While there may be no obvious reasons to do so, renegotiating the terms of an existing lease can make sense for both landlord and tenant – especially in difficult economic times where a tenant may be struggling to make ends meet. In this case, it may be wiser for a landlord to accept less rent, temporarily, than to force a tenant into economic ruin by insisting on the original terms of the deal. This article will highlight some of the options to consider, as well as some points to keep in mind when renegotiating a commercial lease.
The most commonly sought amendment in lease renegotiations is a reduction in rent. However, a rent reduction can be combined with other amendments which, over the remaining term of the lease, would be designed to minimize the economic loss to a landlord. The landlord could agree to a reduction or abatement of rent for a certain period of time in exchange for an extension of the lease during which rent would be increased allowing the landlord to recapture some or all of the foregone rent.
A landlord could also take the opposite approach by agreeing to a rent reduction along with revising the lease to a month-to-month term. This allows a landlord to still earn some income yet is in a position to terminate the lease in short order should a more able tenant be found.

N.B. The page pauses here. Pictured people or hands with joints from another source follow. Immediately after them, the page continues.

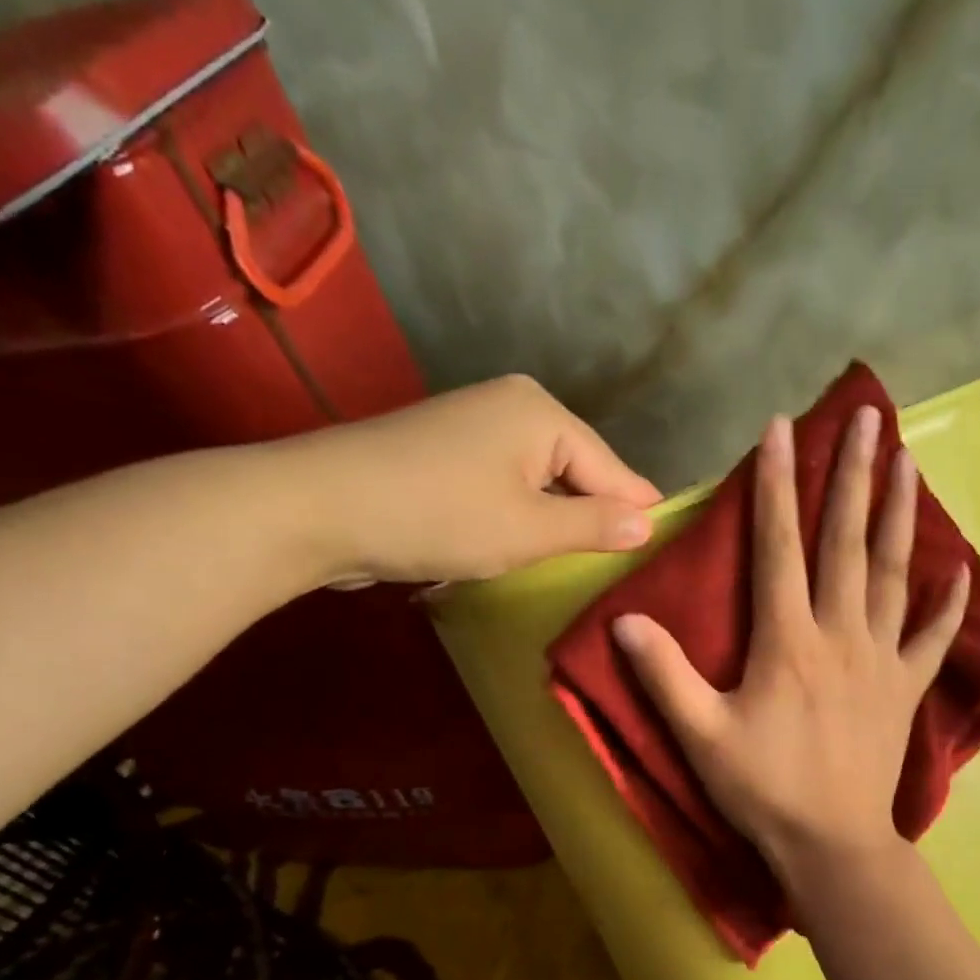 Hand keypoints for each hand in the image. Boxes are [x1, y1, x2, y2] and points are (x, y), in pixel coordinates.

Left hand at [270, 374, 660, 583]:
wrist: (318, 507)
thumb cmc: (438, 516)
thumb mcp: (530, 530)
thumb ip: (595, 525)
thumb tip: (648, 525)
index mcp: (543, 413)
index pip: (615, 470)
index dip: (637, 517)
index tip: (662, 559)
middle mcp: (514, 406)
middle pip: (580, 470)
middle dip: (595, 519)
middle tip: (619, 574)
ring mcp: (476, 425)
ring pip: (543, 481)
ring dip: (558, 521)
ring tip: (579, 568)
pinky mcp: (447, 451)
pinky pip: (508, 484)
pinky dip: (522, 515)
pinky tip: (527, 547)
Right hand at [611, 406, 968, 874]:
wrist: (831, 843)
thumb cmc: (764, 789)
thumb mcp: (700, 735)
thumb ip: (665, 675)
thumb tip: (623, 621)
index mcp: (788, 639)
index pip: (779, 545)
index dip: (777, 484)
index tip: (782, 427)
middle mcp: (840, 634)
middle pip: (848, 542)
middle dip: (853, 475)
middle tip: (866, 417)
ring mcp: (881, 659)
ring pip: (895, 575)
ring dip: (901, 515)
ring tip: (907, 462)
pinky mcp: (905, 689)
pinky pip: (932, 638)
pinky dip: (947, 603)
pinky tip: (959, 569) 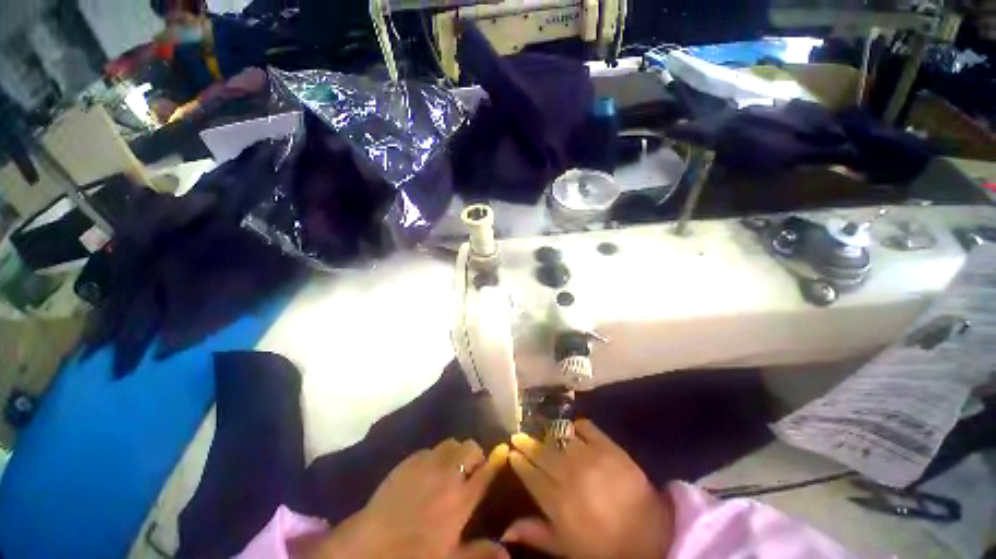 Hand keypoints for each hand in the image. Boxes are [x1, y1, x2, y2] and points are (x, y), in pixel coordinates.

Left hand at [300, 440, 509, 558]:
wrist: (368, 547)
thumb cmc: (413, 556)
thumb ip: (479, 554)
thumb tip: (507, 553)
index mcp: (462, 498)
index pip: (487, 470)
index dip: (494, 463)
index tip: (498, 460)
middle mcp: (448, 473)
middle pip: (471, 447)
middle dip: (474, 454)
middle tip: (470, 470)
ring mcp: (427, 463)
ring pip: (451, 443)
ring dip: (455, 452)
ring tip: (449, 468)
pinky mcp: (409, 461)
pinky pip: (429, 449)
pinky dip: (434, 456)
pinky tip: (427, 471)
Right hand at [503, 420, 671, 558]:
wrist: (651, 537)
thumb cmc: (604, 546)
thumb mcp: (567, 548)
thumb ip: (536, 534)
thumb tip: (506, 529)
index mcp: (558, 502)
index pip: (530, 475)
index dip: (519, 462)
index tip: (511, 452)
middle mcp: (570, 475)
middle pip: (542, 453)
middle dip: (527, 444)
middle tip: (519, 437)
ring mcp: (591, 458)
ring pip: (561, 438)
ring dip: (550, 436)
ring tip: (546, 436)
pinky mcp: (609, 447)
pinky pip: (587, 427)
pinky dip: (578, 427)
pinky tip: (574, 430) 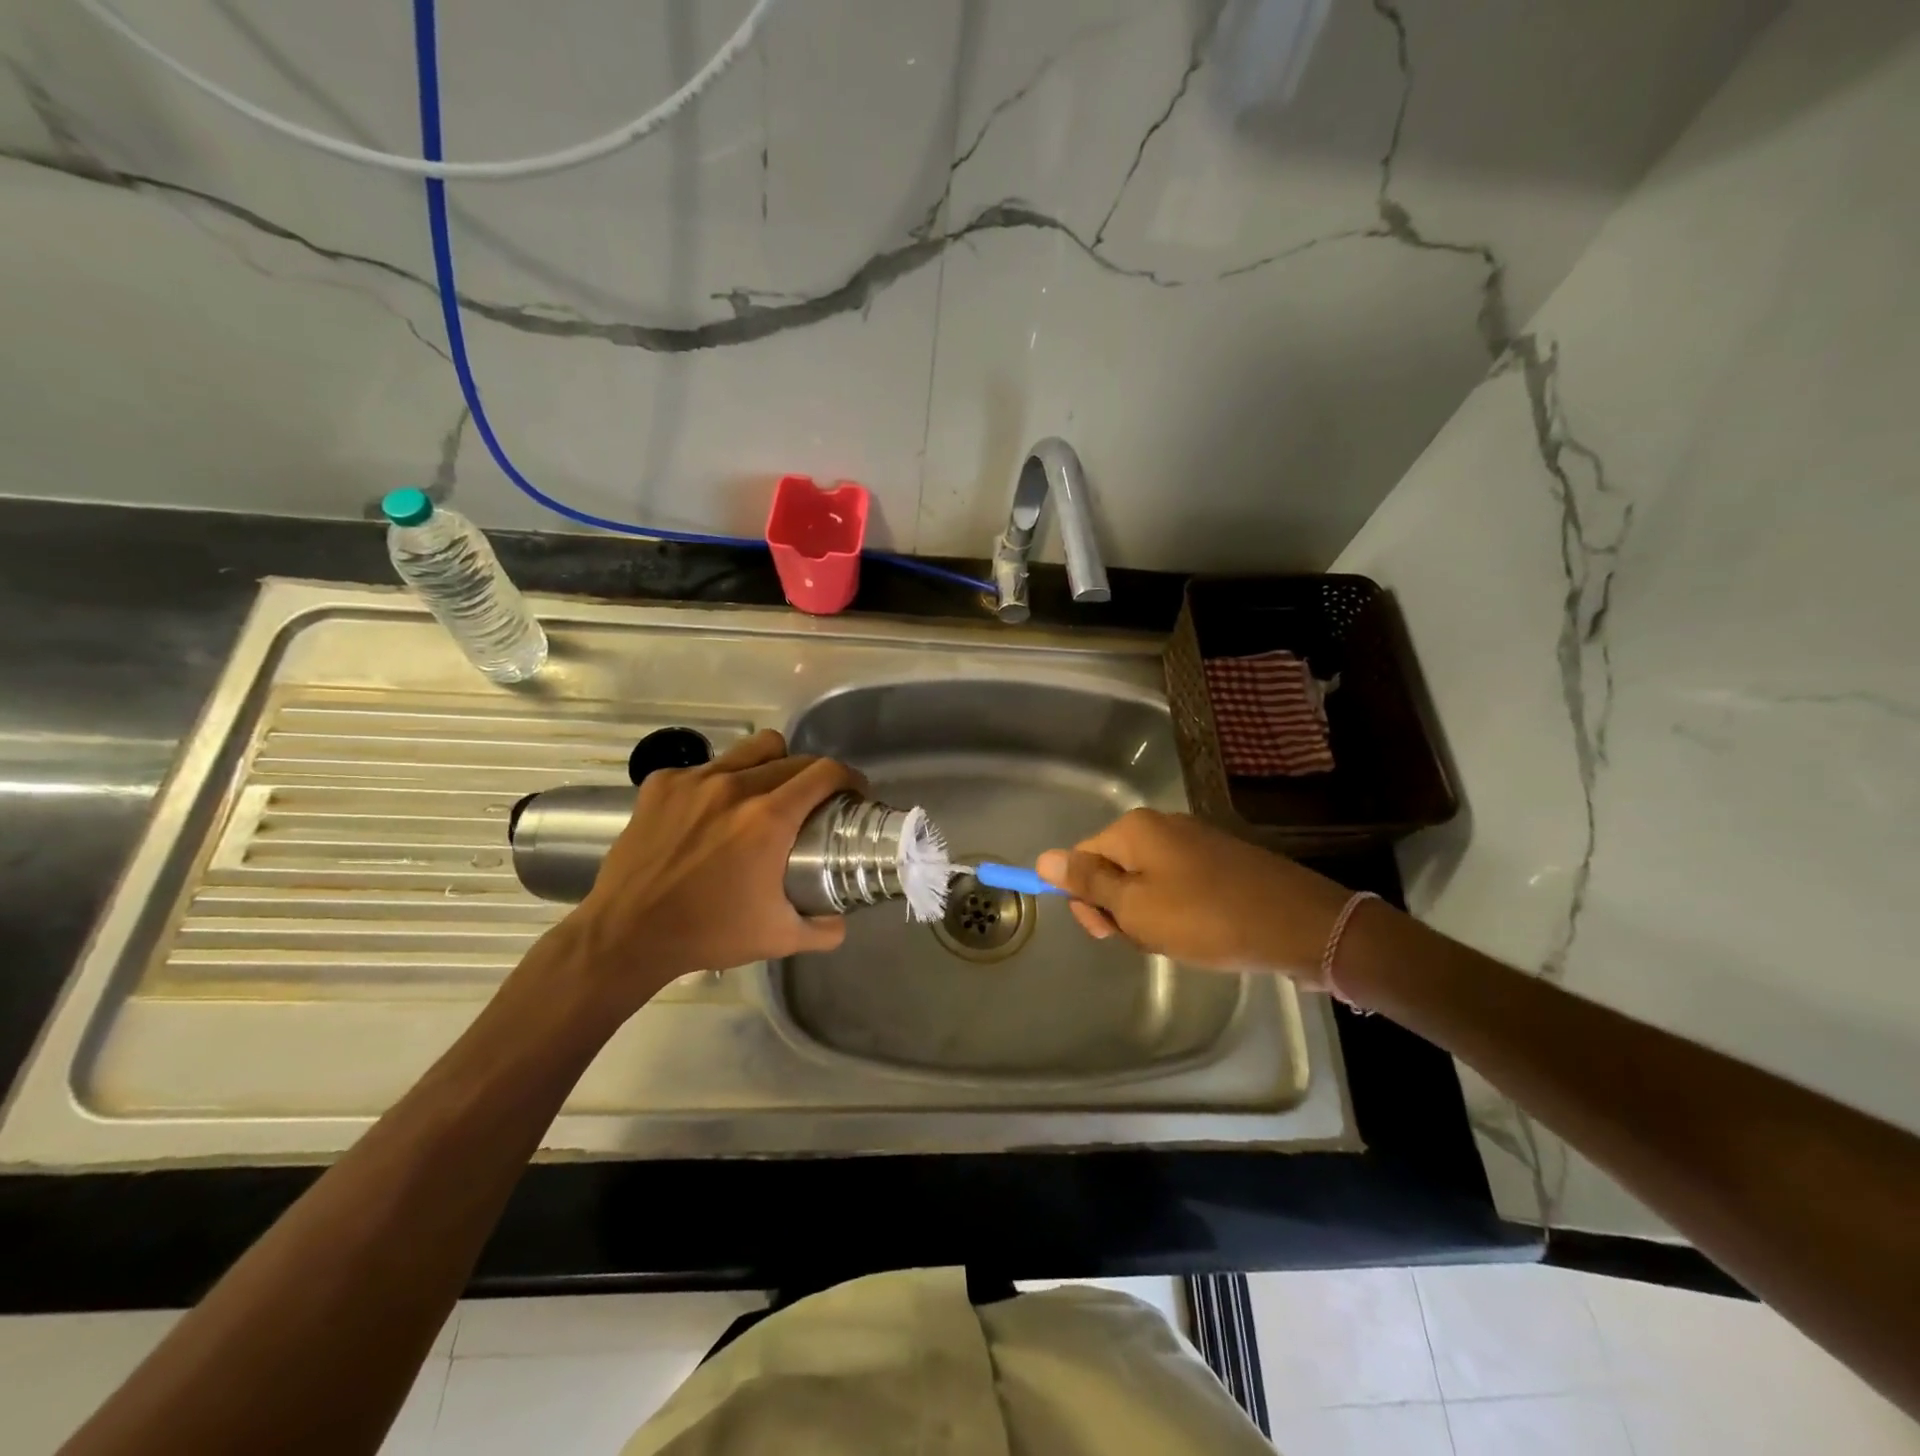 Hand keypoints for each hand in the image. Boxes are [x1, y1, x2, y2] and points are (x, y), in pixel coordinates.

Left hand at [550, 730, 861, 1018]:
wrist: (626, 935)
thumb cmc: (708, 934)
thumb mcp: (778, 938)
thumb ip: (823, 929)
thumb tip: (842, 921)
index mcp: (768, 818)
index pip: (825, 773)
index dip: (848, 778)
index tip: (853, 792)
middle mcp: (735, 786)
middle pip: (793, 757)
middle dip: (814, 775)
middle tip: (813, 802)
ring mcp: (694, 780)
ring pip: (752, 749)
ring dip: (771, 764)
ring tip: (766, 792)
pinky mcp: (661, 783)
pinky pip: (706, 766)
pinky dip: (720, 780)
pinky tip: (712, 810)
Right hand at [1036, 809, 1352, 983]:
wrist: (1300, 925)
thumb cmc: (1207, 919)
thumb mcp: (1136, 908)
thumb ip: (1088, 883)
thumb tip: (1043, 858)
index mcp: (1134, 830)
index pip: (1081, 857)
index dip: (1084, 899)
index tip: (1107, 934)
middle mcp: (1161, 824)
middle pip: (1113, 867)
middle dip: (1119, 908)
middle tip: (1147, 940)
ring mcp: (1194, 840)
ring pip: (1146, 880)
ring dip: (1149, 914)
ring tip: (1177, 940)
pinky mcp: (1221, 859)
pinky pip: (1177, 883)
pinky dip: (1177, 910)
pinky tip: (1198, 933) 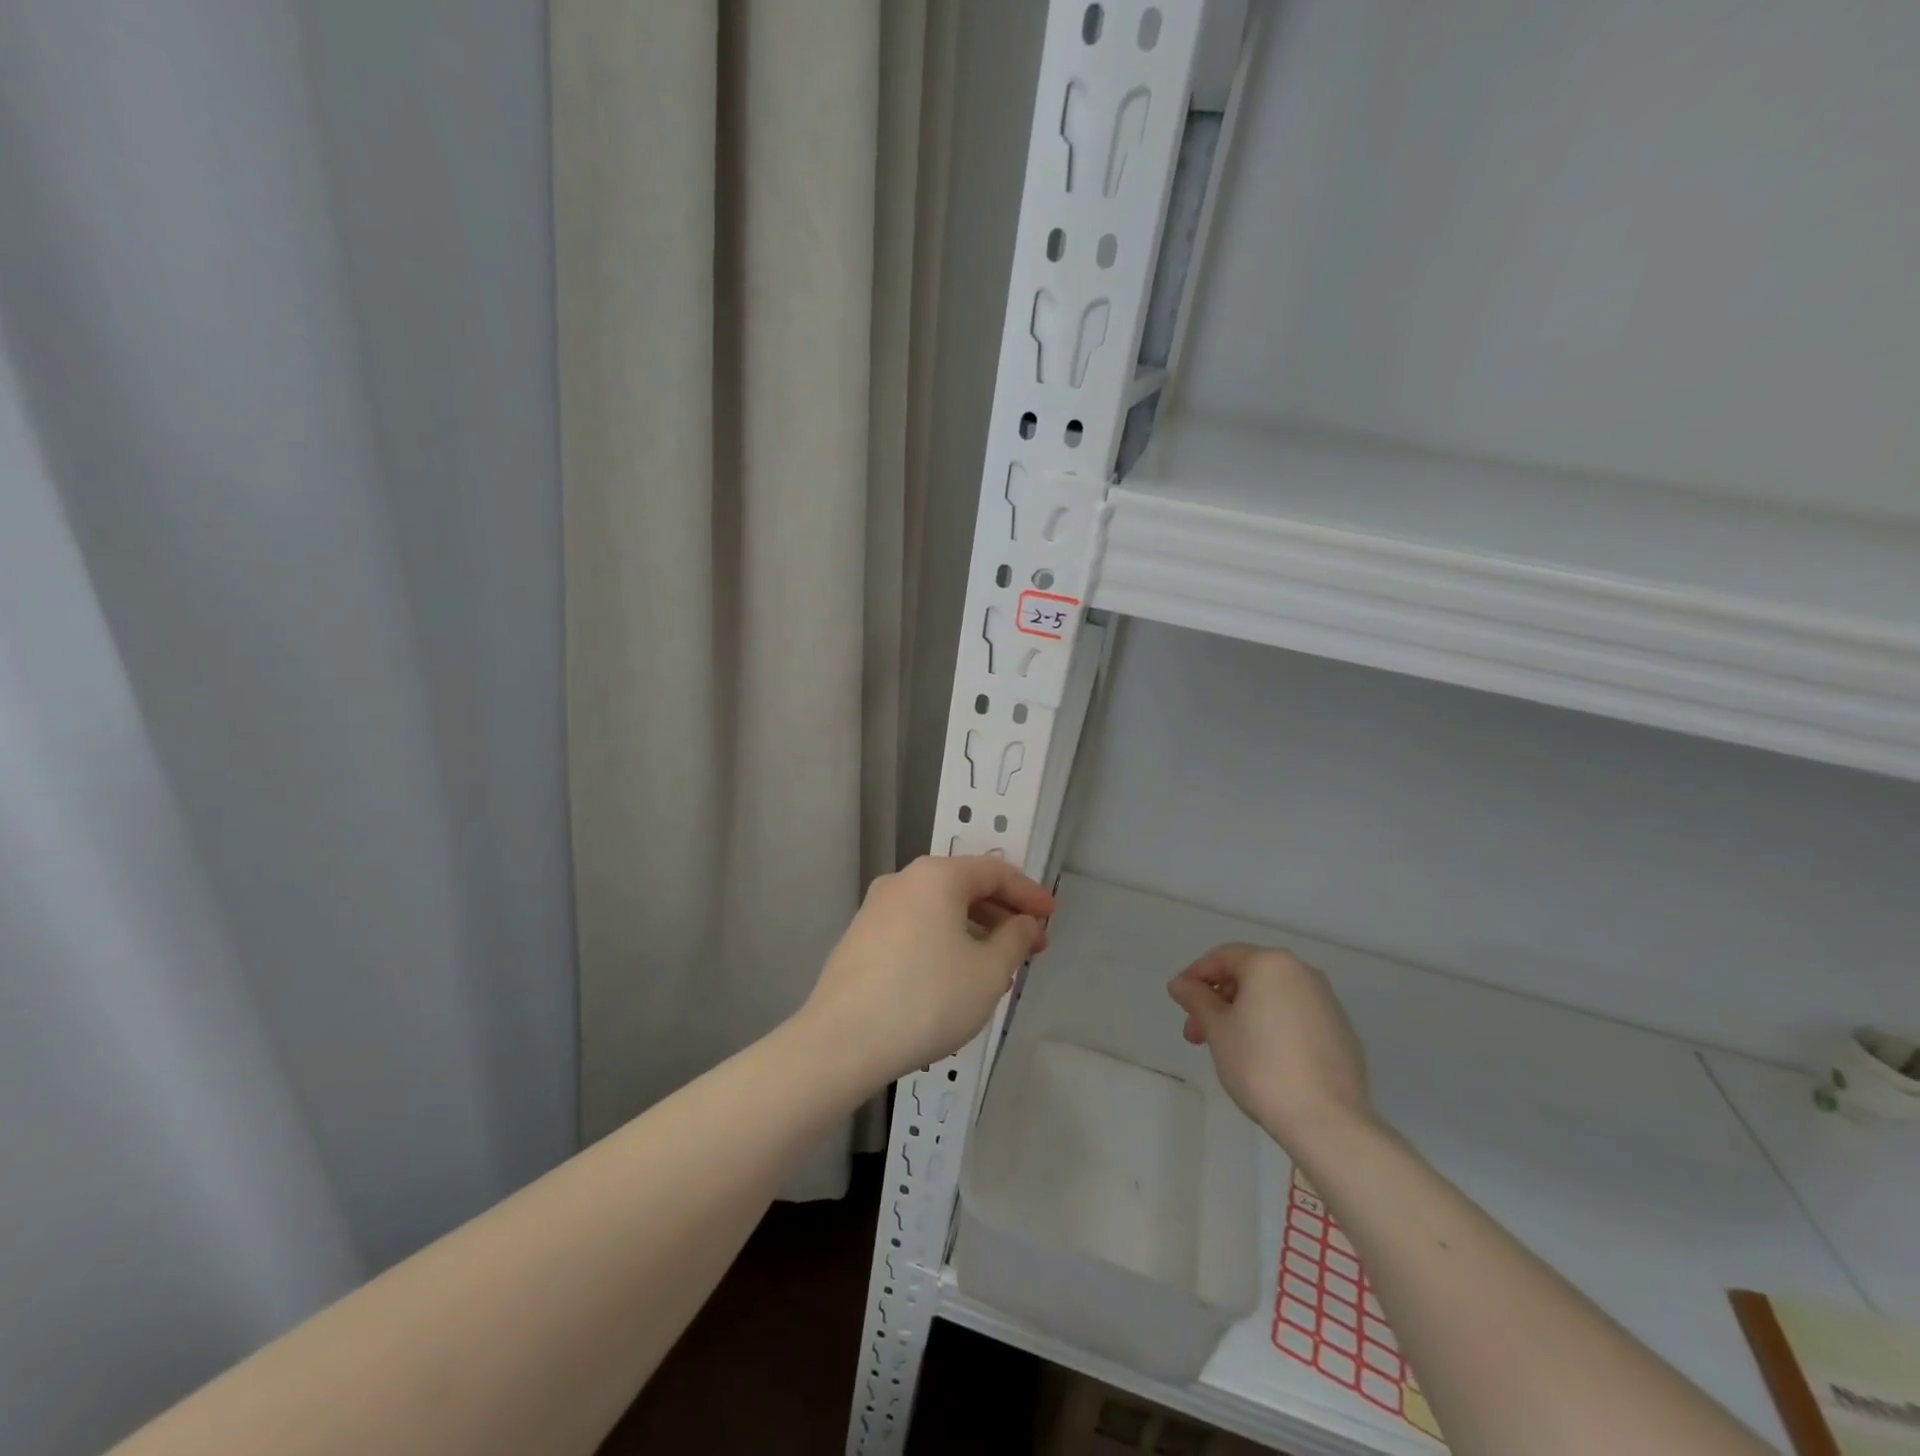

A landlord may also consider changing the rent structure from that of a fixed rent to a percentage rent. This would alleviate some of the stress on the tenant during a slow sales period while allowing the landlord to recover higher rents when tenant sales revive. However, this requires more management on the part of the landlord, and the landlord must often rely on statements regarding sales prepared by the tenant.
A tenant may also want to take advantage of an economic slowdown to renovate the premises. A landlord may consider a reduction or abatement of minimum rent during renovations in return for the benefit of improving the premises.
The renegotiation of rent also provides the landlord with the opportunity to request additional security from the tenant. As such, a landlord may consider asking for an indemnity or guarantee from the principal or principals of the tenant, or increasing the limits of an existing guarantee. A landlord may also go so far as to ask that the principal(s) support the guarantee with a collateral mortgage against properties owned by the principal(s).
More sophisticated landlords and tenants may consider a cash security deposit or a letter of credit securing the performance of the tenant’s rental obligations. However, both forms of security have their advantages and disadvantages. Letters of credit are easier to deal with and less expensive for the tenant, but have finite terms and often must be renewed from year to year. Cash security deposits held by the landlord are more accessible by the landlord, but form part of the estate of a bankrupt tenant. As such, the trustee in bankruptcy could require the landlord to pay over the security deposit.
A landlord may also require the tenant to provide the landlord with a security interest over the personal property of the tenant. However, to be perfected, such interests usually must be registered with the appropriate personal property registry and must be monitored for renewals. In addition, the tenant’s lender will invariably require postponement of landlords' security interest. Nonetheless, a general security agreement may still be worthwhile for a landlord especially where there is significant value in the tenant’s personal property.
Partial Surrender of Premises
Rather than reducing the rental rate, a landlord and tenant may simply reduce the amount of space that the tenant is leasing. However, this is of little use to a landlord unless the surrendered space is marketable and the landlord has another party ready to lease the surrendered space. Any agreement to surrender space should also take into account the costs to the landlord to re-demise the space.
Before agreeing to any amendments, the landlord must consider whether revisions to the lease run afoul of contractual arrangements with other parties. For example, the landlord's financing may prevent the landlord from agreeing to reduce rent, or reduce or extend the term of the lease, without the lender's consent. Most non-disturbance agreements also require the lender's consent to material changes to a lease.
A landlord should also consider predecessor tenant(s) or indemnifiers or guarantors. If an indemnity or guarantee was given in the context of an assignment of the lease, such predecessor tenant(s) or indemnifiers or guarantors may not be liable for such amendments.
Finally, and perhaps most importantly, a landlord should consider whether a renegotiation of lease terms is actually warranted. In other words, a landlord should require the tenant to demonstrate that reduced rent will enable the tenant to continue to operate its business and pay rent. To this end, a landlord may request the tenant to provide the following:
- audited financial statements of the tenant for the last two or three fiscal years
- the monthly financial statements of the tenant for the last few months
- statements of cash flow for the last few months;
- cash flow budgets and forecasts for the upcoming year
- a revised business plan
The landlord may also consider requesting that the tenant's lenders/creditors be involved in any discussions that might occur.
Where a perfectly valid lease is in place, most landlords will instinctively resist changing its terms, especially if such changes mean accepting less if only for a short period of time. However, some short term pain on the landlord’s part may go a long way to enabling the survival of a tenant which in most cases will benefit the landlord in the long run.